I was going to post this a month ago but never got to it. I wanted to share my deal of 2008 with you guys. I got a Speeflo 8900 and a 440i. With it I got two 1/4 lines, one 3/8 line, a two finger Speeflo spray gun (looks like the silver gun), an contractor spray gun, two 517 reverse tips, one reverse housing, one 517 flat tip, one flat tip housing with filter and filter houseng. got it all for 3200 bucks plus tax
Here it is.


----------



## Wolfgang (Nov 16, 2008)

There's almost nothing that makes my heart beat faster than pictures of new spray rigs LOL.


----------



## TooledUp (May 17, 2008)

I'll bet that's the last time it seen the epoxy garage floor. Unless you're intending to keep it looking like that..? 

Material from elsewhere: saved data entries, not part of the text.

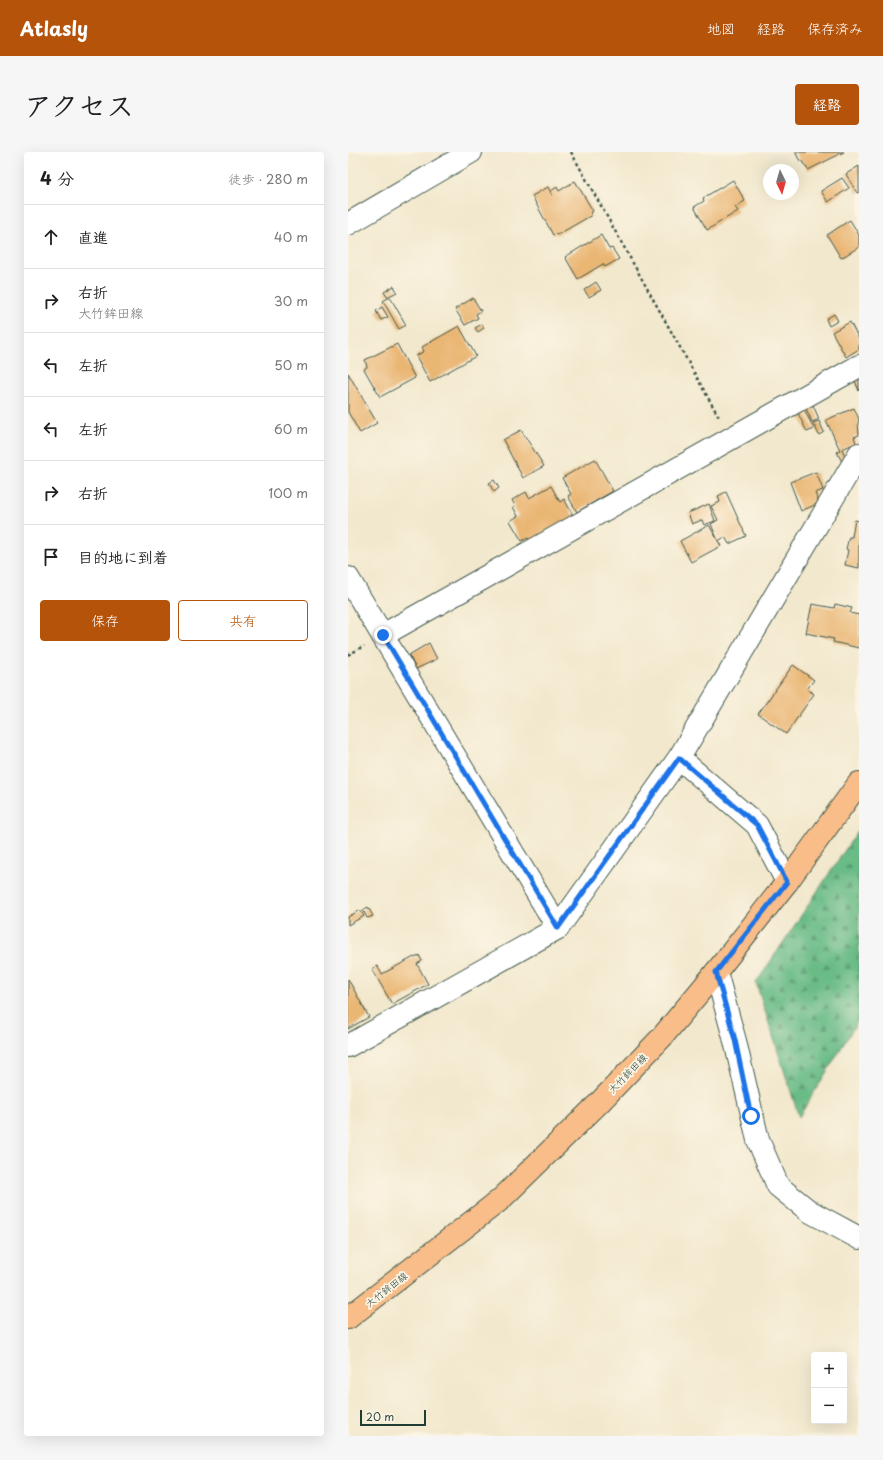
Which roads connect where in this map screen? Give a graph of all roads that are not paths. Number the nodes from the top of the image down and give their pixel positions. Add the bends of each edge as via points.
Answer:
1 (471, 152) edge
2 (348, 224) edge
3 (859, 366) edge
4 (859, 454) edge
5 (348, 578) edge
6 (383, 635) junction
7 (679, 758) junction
8 (859, 783) edge
9 (787, 882) junction
10 (558, 928) junction
11 (716, 972) junction
12 (348, 1046) edge
13 (859, 1238) edge
14 (348, 1318) edge

1 - 2 street
3 - 6 street
4 - 7 street
5 - 6 street
6 - 10 street
7 - 9 street via 757,825
7 - 10 street
8 - 9 main road, 大竹鉾田線
9 - 11 main road, 大竹鉾田線
10 - 12 street
11 - 13 street via 758,1140 778,1186 809,1211
11 - 14 main road, 大竹鉾田線 via 662,1037 500,1200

That's a nice piece of kit you've got yourself there. :thumbsup:


----------



## Bender (Aug 10, 2008)

You sure thats not one of them graveyard pumps all prettied up
Nice:thumbsup:


----------



## ewingpainting.net (Jun 2, 2008)

Ya! I should have made that a after pic.


----------



## premierpainter (Apr 17, 2007)

Did you steal those from me? We also have the 12000, 6900 and the small 4900. You will LOVE these pumps....can't kill em if you try. The 12000 will suck my truck into the inlet if I don't pay attention.


----------



## ewingpainting.net (Jun 2, 2008)

premierpainter said:


> Did you steal those from me? We also have the 12000, 6900 and the small 4900. You will LOVE these pumps....can't kill em if you try. The 12000 will suck my truck into the inlet if I don't pay attention.


We use 8900 for your common coatings, 12000 for Elastimric like coatings. We also use the 4900 for our lacquer only pump
They are great pumps and simple to work on as well. I will get to break 2 8900 open as i am starting my new project.


----------



## Workaholic (Apr 17, 2007)

Sweet pumps!! Painters ****.


----------



## warczykikiEUpainter (Dec 14, 2008)

I own 8900 for two months now. We use it only for drywall mud. We attach it to a 200 liter bucket and it can two of them on one gas tank. 
Its a work horse. i'll try to make some photos tommorow and throw them in.


----------



## jack pauhl (Nov 10, 2008)

more eye candy...


----------



## HomeGuardPaints (Jan 17, 2008)

I just got this bad boy at the home depot. $99 rooms here i come.


----------



## jack pauhl (Nov 10, 2008)

HomeGuardPaints said:


> I just got this bad boy at the home depot. $99 rooms here i come.


hmm.. just had to go and bring back bad memories didnt you?


----------



## nEighter (Nov 14, 2008)

HomeGuardPaints said:


> I just got this bad boy at the home depot. $99 rooms here i come.





















Those things actually work?


----------